Katzenhöhle
Cognacbrauner Cordanzug, ein locker geschlungenes Baumwolltuch mit Lilienmuster über einem grobgestricktem Pullover, ein Glas Sherry in der Hand als Digestif nach dem Frühstück. Fast hätte Lilian erwartet, einen großen Jagdhund an seine Füße gekuschelt zu sehen und ein wärmendes Feuer in einem imaginären Kamin knistern zu hören. So stellte sie sich einen angelsächsischen Grafen vor, der auf seinem Landsitz in den heimatlichen Hochlanden ein beschauliches Leben führte. Klischee über Klischee. Gut, dass sie nur einen schottischen Ballettintendanten auf der Regensburger Insel vor sich hatte.
»Guten Morgen, Herr Ormond.«
Er sah auf und erkannte Lilian sofort. Getreu der Vorstellung in Lilians Kopf stand er auf, bot ihr einen Stuhl an, bestellte für sie ein Glas Sherry – nicht einmal das übliche »Danke, ich bin im Dienst« kam ihr über die Lippen, denn wer würde ernsthaft eine solche Einladung ausschlagen? – und musterte sie dann prüfend, aber nicht ohne Wohlwollen.
»In der Zeitung steht nichts über Miras Tod.«
»Die Staatsanwaltschaft hat sich die Presseauskunft vorbehalten.

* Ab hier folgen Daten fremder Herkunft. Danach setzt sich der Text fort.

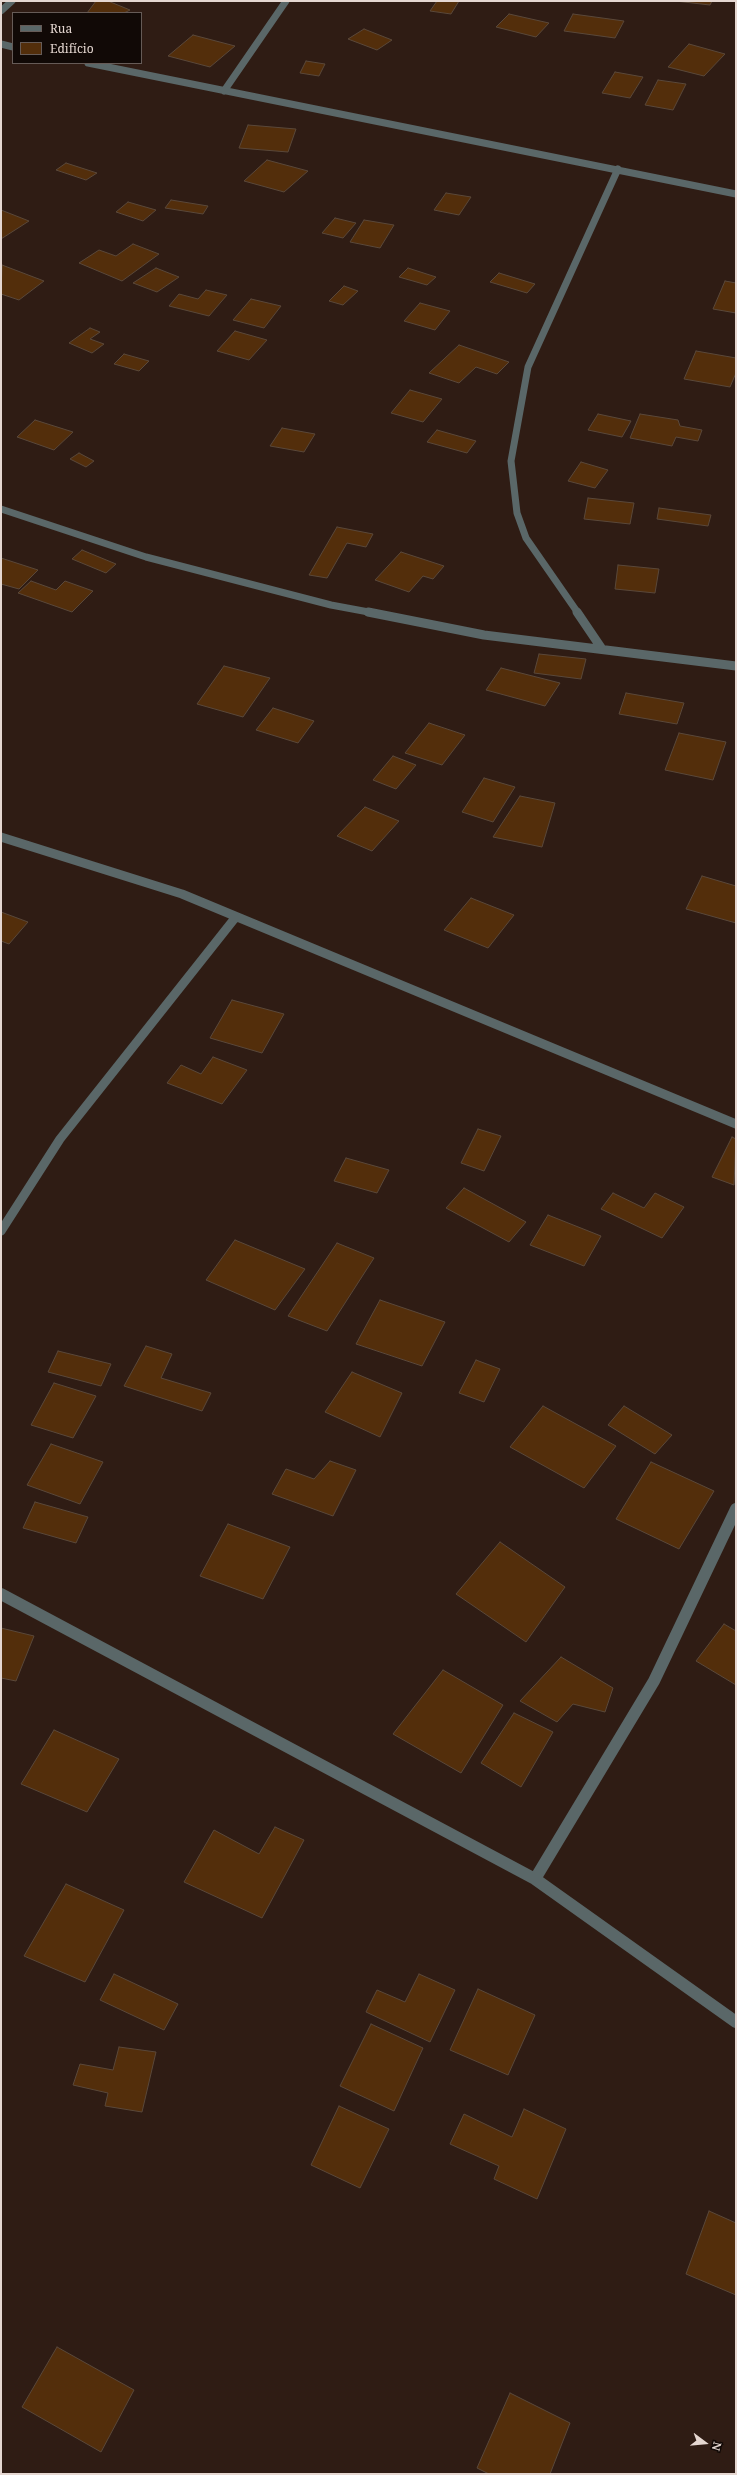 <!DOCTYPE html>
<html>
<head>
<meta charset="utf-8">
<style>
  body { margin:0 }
  #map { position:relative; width:737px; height:2475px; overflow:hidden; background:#2f1c14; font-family:"Noto Serif",serif }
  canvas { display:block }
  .frame { position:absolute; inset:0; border:2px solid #e5d7d1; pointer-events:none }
  .legend { position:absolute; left:12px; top:12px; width:130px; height:52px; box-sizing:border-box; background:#110906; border:1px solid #665b57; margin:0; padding:5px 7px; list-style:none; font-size:12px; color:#e5d7d1 }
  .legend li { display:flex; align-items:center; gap:8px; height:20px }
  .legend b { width:20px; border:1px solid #665b57 }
  .north { position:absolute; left:685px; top:2423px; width:40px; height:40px; -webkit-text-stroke:3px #110906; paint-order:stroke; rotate:106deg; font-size:11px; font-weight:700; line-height:16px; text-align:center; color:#e5d7d1 }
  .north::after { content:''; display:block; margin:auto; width:14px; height:18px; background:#e5d7d1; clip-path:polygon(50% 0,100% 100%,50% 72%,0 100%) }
</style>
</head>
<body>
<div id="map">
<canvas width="737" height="2475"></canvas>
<div class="frame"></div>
<ul class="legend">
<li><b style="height:5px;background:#5a6768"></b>Rua</li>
<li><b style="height:11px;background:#532e0b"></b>Edifício</li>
</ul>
<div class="north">N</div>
</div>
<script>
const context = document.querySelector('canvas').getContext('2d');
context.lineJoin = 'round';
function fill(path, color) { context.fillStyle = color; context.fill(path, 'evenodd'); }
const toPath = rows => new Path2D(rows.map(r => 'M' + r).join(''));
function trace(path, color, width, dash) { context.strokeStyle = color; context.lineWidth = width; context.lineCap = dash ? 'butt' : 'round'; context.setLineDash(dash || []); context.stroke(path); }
const building = toPath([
  [96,1,108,1,130,10,124,13,87,13,96,1],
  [437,1,459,1,451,14,430,11,437,1],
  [675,1,712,1,710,5,675,1],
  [509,14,549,23,536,37,496,27,509,14],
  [573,14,624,21,615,38,564,31,573,14],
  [364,29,392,40,377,50,348,39,364,29],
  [193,35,235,46,210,67,168,56,193,35],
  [689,44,725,54,704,76,668,67,689,44],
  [306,61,325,64,319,76,300,73,306,61],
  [615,72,643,77,630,98,602,93,615,72],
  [658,80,686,84,673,110,645,105,658,80],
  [248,125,296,129,288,152,239,148,248,125],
  [267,160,308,171,284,192,244,181,267,160],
  [66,163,97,173,86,180,56,170,66,163],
  [446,193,471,197,459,215,434,210,446,193],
  [171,200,208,206,203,214,165,208,171,200],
  [128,202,156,210,143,221,116,212,128,202],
  [1,210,29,221,1,239,1,210],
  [335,218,356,223,343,238,322,233,335,218],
  [364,220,394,225,380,248,350,242,364,220],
  [133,244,159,254,122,281,79,263,99,250,116,256,133,244],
  [2,265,44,281,19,300,1,294,2,265],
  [156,268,179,277,157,292,133,283,156,268],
  [408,268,436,277,427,285,399,277,408,268],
  [499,273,535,284,527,293,490,282,499,273],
  [725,281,736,283,736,313,713,309,725,281],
  [344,286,358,291,343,305,329,301,344,286],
  [206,290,227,295,209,316,169,306,179,294,198,299,206,290],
  [251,299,281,306,264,328,233,320,251,299],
  [420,303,450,311,435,330,404,321,420,303],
  [90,328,100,332,90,339,104,344,92,353,69,343,90,328],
  [235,331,267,340,249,360,217,351,235,331],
  [459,345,509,362,497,374,476,367,459,383,429,373,459,345],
  [696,351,736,358,736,373,730,387,684,379,696,351],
  [124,354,149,361,139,371,114,364,124,354],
  [410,390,442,399,423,422,391,413,410,390],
  [598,414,631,421,622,437,588,430,598,414],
  [640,414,678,420,680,426,702,430,698,441,676,437,672,446,630,438,640,414],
  [35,420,73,432,54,450,17,437,35,420],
  [282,428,315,434,304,452,270,446,282,428],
  [437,430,476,441,467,453,427,442,437,430],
  [79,453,94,461,86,467,70,459,79,453],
  [581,462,608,470,595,488,568,481,581,462],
  [588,498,634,503,630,524,584,519,588,498],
  [659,508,711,515,708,526,657,519,659,508],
  [337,527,373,534,366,547,347,543,327,578,309,575,337,527],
  [82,550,116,564,106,573,72,559,82,550],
  [401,552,444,566,433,579,423,576,409,592,375,580,401,552],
  [1,558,38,570,19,589,1,584,1,558],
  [618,565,659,569,655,593,615,589,618,565],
  [31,581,56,590,65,581,93,591,72,612,18,593,31,581],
  [539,654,586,659,581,679,534,673,539,654],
  [224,666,270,678,243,717,197,704,224,666],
  [501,668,560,683,545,706,486,690,501,668],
  [626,693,684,703,677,724,619,714,626,693],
  [273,708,314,721,298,743,256,730,273,708],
  [429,723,465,735,442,765,405,753,429,723],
  [679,733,726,742,713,780,665,770,679,733],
  [393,756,416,765,396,789,373,780,393,756],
  [484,778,515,787,493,822,462,812,484,778],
  [520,796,555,803,542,847,493,837,520,796],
  [365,807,399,821,372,851,337,836,365,807],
  [702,876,736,886,736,923,686,909,702,876],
  [471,898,514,915,488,948,444,930,471,898],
  [1,912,28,922,9,944,1,941,1,912],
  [232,1000,284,1014,262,1053,210,1038,232,1000],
  [213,1057,247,1070,222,1104,167,1083,181,1065,201,1074,213,1057],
  [478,1129,501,1136,484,1171,461,1163,478,1129],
  [732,1137,736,1139,734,1185,712,1177,732,1137],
  [346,1158,389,1170,377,1193,334,1181,346,1158],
  [464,1188,526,1222,509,1242,446,1208,464,1188],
  [613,1193,644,1208,655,1193,684,1207,662,1238,601,1209,613,1193],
  [548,1215,601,1236,584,1266,530,1245,548,1215],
  [235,1240,305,1269,275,1310,206,1280,235,1240],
  [337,1243,374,1258,327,1331,288,1316,337,1243],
  [380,1300,445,1322,422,1366,356,1344,380,1300],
  [146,1346,172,1354,161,1378,211,1393,202,1411,124,1386,146,1346],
  [58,1351,111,1364,101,1386,48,1372,58,1351],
  [476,1360,500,1369,484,1402,459,1393,476,1360],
  [352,1372,402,1393,380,1437,325,1412,352,1372],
  [54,1383,96,1396,73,1438,31,1425,54,1383],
  [543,1406,616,1446,584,1488,510,1447,543,1406],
  [624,1406,672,1435,655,1454,608,1425,624,1406],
  [51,1444,103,1462,80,1504,27,1485,51,1444],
  [330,1461,356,1470,333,1516,272,1494,286,1469,314,1479,330,1461],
  [651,1462,714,1491,679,1549,616,1519,651,1462],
  [35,1502,88,1517,76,1543,23,1528,35,1502],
  [228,1524,290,1547,263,1599,200,1576,228,1524],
  [500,1542,565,1587,526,1642,456,1594,500,1542],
  [724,1624,736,1631,736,1685,696,1661,724,1624],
  [1,1628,34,1636,16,1681,1,1678,1,1628],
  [561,1657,613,1688,605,1712,573,1704,557,1722,520,1701,561,1657],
  [443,1670,503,1705,461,1773,393,1734,443,1670],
  [514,1713,553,1732,521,1787,481,1763,514,1713],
  [54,1730,119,1759,87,1812,21,1784,54,1730],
  [275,1827,304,1840,262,1918,184,1882,214,1830,259,1854,275,1827],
  [66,1884,124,1910,85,1982,24,1956,66,1884],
  [114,1974,178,2004,164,2030,100,2000,114,1974],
  [419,1974,455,1990,430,2042,366,2012,377,1990,405,2002,419,1974],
  [478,1989,535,2015,508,2075,450,2050,478,1989],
  [371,2024,423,2048,394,2111,340,2086,371,2024],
  [119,2047,156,2052,142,2112,105,2106,108,2093,73,2085,80,2064,113,2070,119,2047],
  [339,2106,389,2129,360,2188,311,2165,339,2106],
  [524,2109,566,2129,537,2199,494,2179,499,2166,450,2144,464,2114,512,2137,524,2109],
  [709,2211,736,2223,736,2295,686,2274,709,2211],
  [57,2347,134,2390,101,2452,22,2407,57,2347],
  [510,2393,570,2423,550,2474,489,2474,477,2468,510,2393]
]);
fill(building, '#532e0b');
trace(building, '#5a483a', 1);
trace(toPath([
  [1,11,12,1],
  [1,44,13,47],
  [88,63,736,194],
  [224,91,286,1],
  [1,509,146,557,331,605,374,613],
  [578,613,526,538,517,513,511,461,528,367,618,169]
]), '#5a6768', 7);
trace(toPath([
  [368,612,484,635,736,666],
  [577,612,602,649],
  [1,837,182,894,736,1124],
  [1,1231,60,1139,235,918]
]), '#5a6768', 9);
trace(toPath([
  [1,1594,535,1879,736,2022],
  [535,1879,654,1681,736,1509]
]), '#5a6768', 12);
</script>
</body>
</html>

Bei einem so medienwirksamen Todesfall ist das normal.«
»Verstehe. Hab ja selbst oft genug mit diesen Pressefuzzis zu tun.«
Lilian wunderte sich über seine Wortwahl. Zum einen war das kein Ausdruck, der jedem Ausländer bekannt sein dürfte, auch wenn er so gut Deutsch sprach wie Cedric Ormond. Zum anderen hätte Lilian eine feinere Ausdrucksweise erwartet. Oder redete man in schottischen Adelskreisen so?

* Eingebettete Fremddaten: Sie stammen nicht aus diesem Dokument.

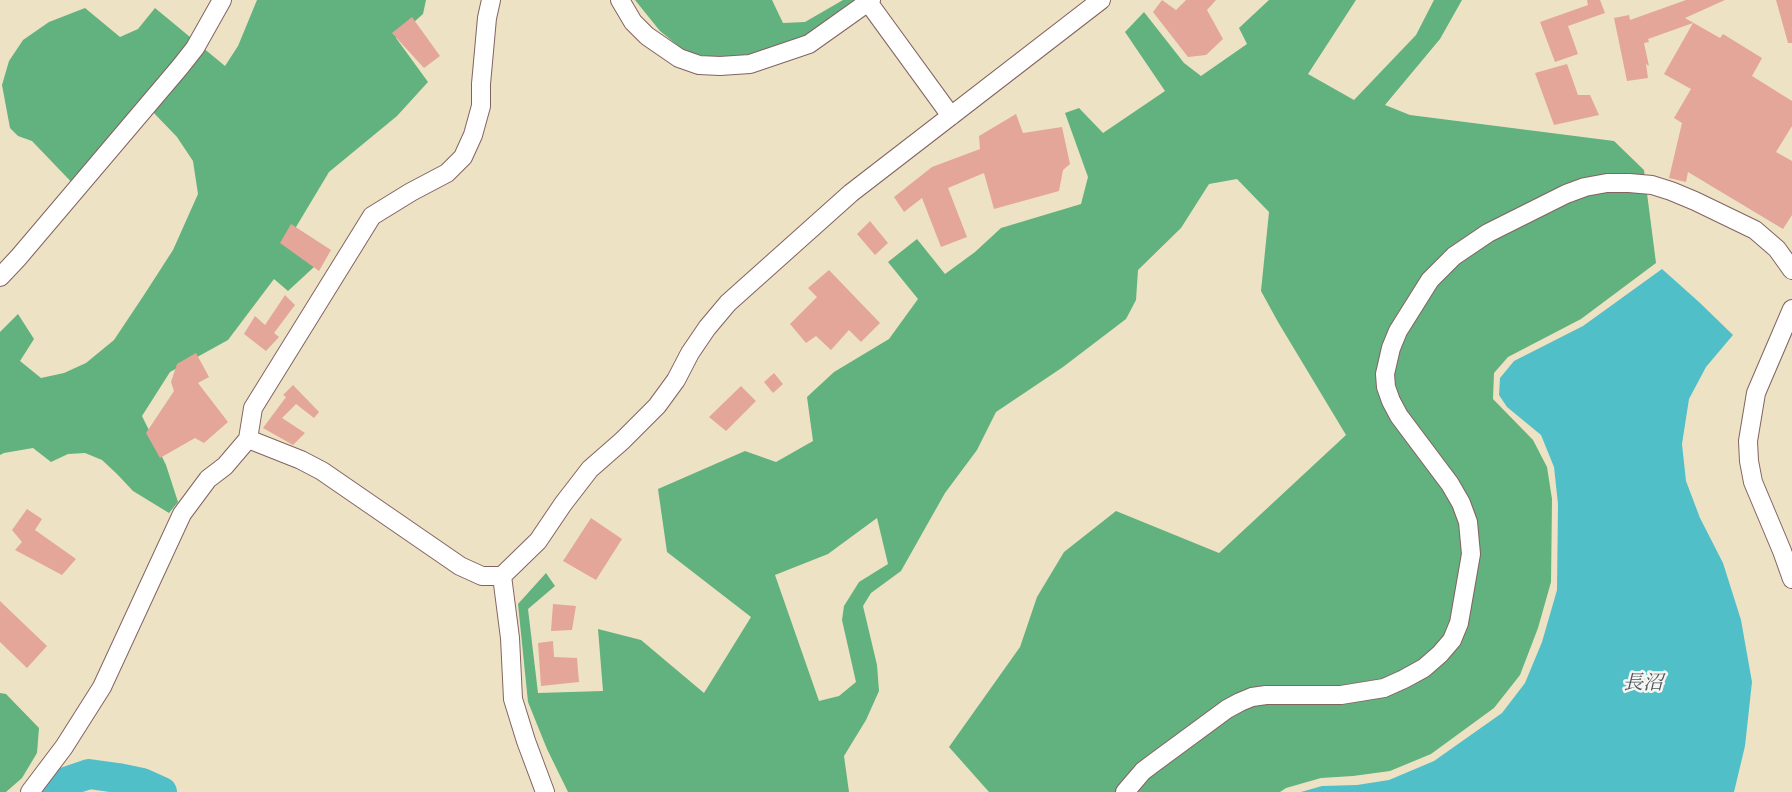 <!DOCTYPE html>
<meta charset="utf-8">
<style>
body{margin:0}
canvas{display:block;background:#ede2c4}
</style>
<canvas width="1792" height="792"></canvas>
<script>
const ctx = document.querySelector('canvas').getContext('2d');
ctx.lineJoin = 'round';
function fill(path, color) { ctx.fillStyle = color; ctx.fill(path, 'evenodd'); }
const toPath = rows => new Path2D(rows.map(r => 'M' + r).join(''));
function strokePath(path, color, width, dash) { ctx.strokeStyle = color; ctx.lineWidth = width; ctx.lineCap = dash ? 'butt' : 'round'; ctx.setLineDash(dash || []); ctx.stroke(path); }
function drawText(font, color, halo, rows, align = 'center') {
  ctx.font = font + ' "IM FELL French Canon","Noto Serif JP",serif'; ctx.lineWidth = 5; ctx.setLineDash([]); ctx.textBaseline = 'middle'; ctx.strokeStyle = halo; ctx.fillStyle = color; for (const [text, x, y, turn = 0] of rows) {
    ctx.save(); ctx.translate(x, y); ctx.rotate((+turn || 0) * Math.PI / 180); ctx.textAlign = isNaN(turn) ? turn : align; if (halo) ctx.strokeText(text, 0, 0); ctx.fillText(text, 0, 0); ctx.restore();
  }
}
fill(toPath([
 [257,0,426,0,423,14,396,38,428,82,397,116,329,172,287,242,314,267,288,291,274,279,228,340,170,372,142,416,166,465,178,502,169,513,133,491,117,474,102,460,85,453,68,454,51,462,33,448,4,453,0,455,0,332,18,314,34,339,20,361,41,378,64,373,86,363,114,340,144,295,173,250,198,194,193,161,177,137,152,111,79,190,32,141,18,136,10,128,2,85,9,61,23,40,49,22,85,8,120,37,138,29,155,8,225,66,238,46],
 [635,0,772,0,783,23,805,22,843,0,875,0,854,20,758,53,721,58,687,53,660,31],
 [1269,0,1356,0,1308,74,1354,100,1416,35,1434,0,1462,0,1440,39,1385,105,1410,115,1614,141,1644,170,1656,263,1581,319,1508,357,1494,373,1493,399,1533,440,1547,467,1552,499,1551,582,1538,628,1520,675,1494,708,1431,754,1390,771,1353,776,1321,778,1286,788,1280,792,989,792,949,747,1020,647,1037,597,1064,552,1116,511,1219,553,1346,435,1278,322,1261,291,1269,212,1237,179,1209,184,1181,228,1138,270,1136,300,1126,319,1063,367,996,412,977,450,945,493,901,571,871,593,863,606,877,665,879,691,866,720,844,756,849,792,568,792,547,749,528,702,518,604,546,573,555,586,528,609,538,693,603,691,598,629,641,640,704,693,751,617,667,552,658,489,745,451,776,462,813,441,807,397,834,372,889,339,918,299,888,262,917,239,945,274,975,252,1001,228,1081,204,1088,177,1065,113,1079,108,1103,133,1165,91,1125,32,1144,12,1184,63,1201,76,1247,44,1239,28],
 [877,518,888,564,859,582,844,606,842,620,856,682,839,696,819,701,775,575,828,554],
 [0,693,6,694,39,728,37,753,22,778,6,792,0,792]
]), '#61b27e');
fill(toPath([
 [1662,269,1699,302,1733,335,1706,367,1689,399,1682,444,1686,481,1700,518,1723,563,1741,620,1752,682,1745,746,1734,792,1301,792,1322,786,1357,785,1389,780,1434,761,1502,713,1525,683,1542,642,1557,590,1558,504,1554,467,1541,435,1507,407,1499,395,1500,378,1514,361,1583,326]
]), '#51bfc8');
strokePath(toPath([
 [51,792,57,785,89,774,118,778,142,783,162,792]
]), '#51bfc8', 30);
fill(toPath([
 [1162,0,1176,10,1186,0,1216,0,1207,10,1223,39,1206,55,1188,57,1153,12],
 [1587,0,1600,0,1605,13,1568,26,1578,54,1555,62,1540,22,1588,5],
 [1686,0,1725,0,1685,18,1720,38,1723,34,1762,58,1752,76,1792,101,1792,126,1776,152,1792,161,1792,215,1783,229,1688,172,1686,182,1669,178,1682,123,1674,118,1691,89,1664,74,1693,23,1648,39,1649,42,1644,43,1649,66,1646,64,1648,78,1627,81,1614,18,1629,15,1630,20],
 [1776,0,1792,0,1792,43,1788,43],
 [412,17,440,56,424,68,392,33],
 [1567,64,1578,95,1590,95,1599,115,1554,125,1535,73],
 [1016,114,1023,133,1062,127,1070,164,1063,170,1059,191,994,209,984,173,948,188,967,237,941,247,922,198,904,212,894,197,932,167,980,149,979,136],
 [870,221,888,243,875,255,857,234],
 [291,224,331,250,319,271,280,243],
 [829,270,880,323,861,342,849,330,831,350,816,336,806,343,790,324,817,297,808,288],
 [285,295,295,305,274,333,279,337,266,351,244,334,255,316,265,325],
 [196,353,209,377,198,383,228,422,204,443,195,438,160,458,146,433,174,391,171,382,177,364],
 [774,373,783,384,773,393,764,382],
 [293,385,319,412,314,418,296,404,282,418,305,433,293,445,263,428,286,397,283,395],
 [741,386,756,401,726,431,709,417],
 [27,509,42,519,35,530,76,559,62,575,15,550,22,542,12,530],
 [591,518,622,539,596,580,563,561],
 [0,601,47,646,27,668,0,642],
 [553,604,576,606,572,630,551,631],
 [553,641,554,657,577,658,579,682,541,686,538,643]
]), '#e4a699');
const minor = toPath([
 [620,0,633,22,647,36,679,58,699,65,720,66,750,64,809,44,871,0],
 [868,2,951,116],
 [0,277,18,258,180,67,195,48,222,0],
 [1792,309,1756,393,1748,441,1749,461,1753,482,1782,551,1792,579],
 [248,439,253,408,372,216,411,192,447,173,463,157,473,135,481,106,481,84,487,18,491,0],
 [502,576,510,638,513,699,526,741,545,792],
 [30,792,64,747,102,687,182,514,208,479,225,466,248,439,301,460,322,471,460,566,482,576,502,576,538,541,563,504,590,469,622,441,657,406,676,380,690,353,707,328,728,303,851,193,1101,0],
 [1125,792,1143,771,1155,762,1227,709,1240,702,1252,697,1266,695,1341,695,1384,688,1404,679,1424,668,1440,654,1452,640,1459,623,1471,554,1468,522,1461,503,1450,484,1399,416,1391,401,1386,387,1385,374,1391,348,1398,331,1430,280,1454,256,1488,233,1566,194,1585,187,1607,183,1629,183,1652,185,1671,191,1695,201,1755,230,1777,249,1792,270]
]);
strokePath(minor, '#836361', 20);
strokePath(minor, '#fff', 18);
drawText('italic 20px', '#4c5762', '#f6f6f2', [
 ["長沼",1643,684]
]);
</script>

»Heute Nachmittag ist eine Pressekonferenz angesetzt«, sagte sie unverbindlich.
Der Sherry kam. Prompter Service. Beeindruckt nippte Lilian von der schimmernden Flüssigkeit, die den sanften Kerzenschein reflektierte. Auf einmal wurde ihr warm, das erste Mal seit vier Wochen. Kein Wunder, Sherry auf nüchternen Magen hatte sie noch nie vertragen.
»Ich wollte mich bei Ihnen entschuldigen.«
Er hob die dunklen Augenbrauen. »Wofür?«
Sie trank noch einen Schluck. So würde es leichter gehen, denn sie hasste Entschuldigungen. »Dafür, dass ich Ihnen diesen grässlichen Anblick gestern Abend nicht erspart habe.«
Ein Lächeln. Es war traurig und amüsiert zugleich. Noch etwas anderes schwang mit, aber was bloß? »Dafür brauchen Sie sich nicht zu entschuldigen, im Gegenteil. Sie haben mir sehr geholfen.«
»Wie soll ich das verstehen?«
Die Lichter fingen an, sich vor Lilians Augen zu drehen. Warum nur hatte sie den Sherry nicht abgelehnt? Andrerseits ergab das ein schönes Muster, wie sich die flackernden Kerzen in den Fensterscheiben spiegelten, wie sie sich drehten und drehten und drehten …
»Wenn Sie Mira gekannt hätten, wüssten Sie, wovon ich rede. Eine solche Frau stirbt nicht einfach so. Vielleicht stürzt die Mailänder Scala ein, wenn sie auf der Bühne steht. Oder die Concorde fällt bei ihrem letzten Flug in den Atlantik, wenn sie mit an Bord ist. Aber eine Frau wie Mira wird doch nicht von einem Einbrecher erschlagen, der die Skulpturen ihrer Schwester rauben will – nur weil sie zufällig an deren Stelle auf dem Sofa sitzt!« Ein raues, fast wütendes Schnauben. »Wenn ich Miras Leiche nicht gesehen hätte, hätte ich niemals geglaubt, dass sie tot ist.« Das seltsame Lächeln erschien wieder. »Dann wüsste ich immer noch nicht, dass ich endlich frei bin.«
Jetzt konnte Lilian diese feine Nuance in seinem Gesicht deuten: Es war Dankbarkeit.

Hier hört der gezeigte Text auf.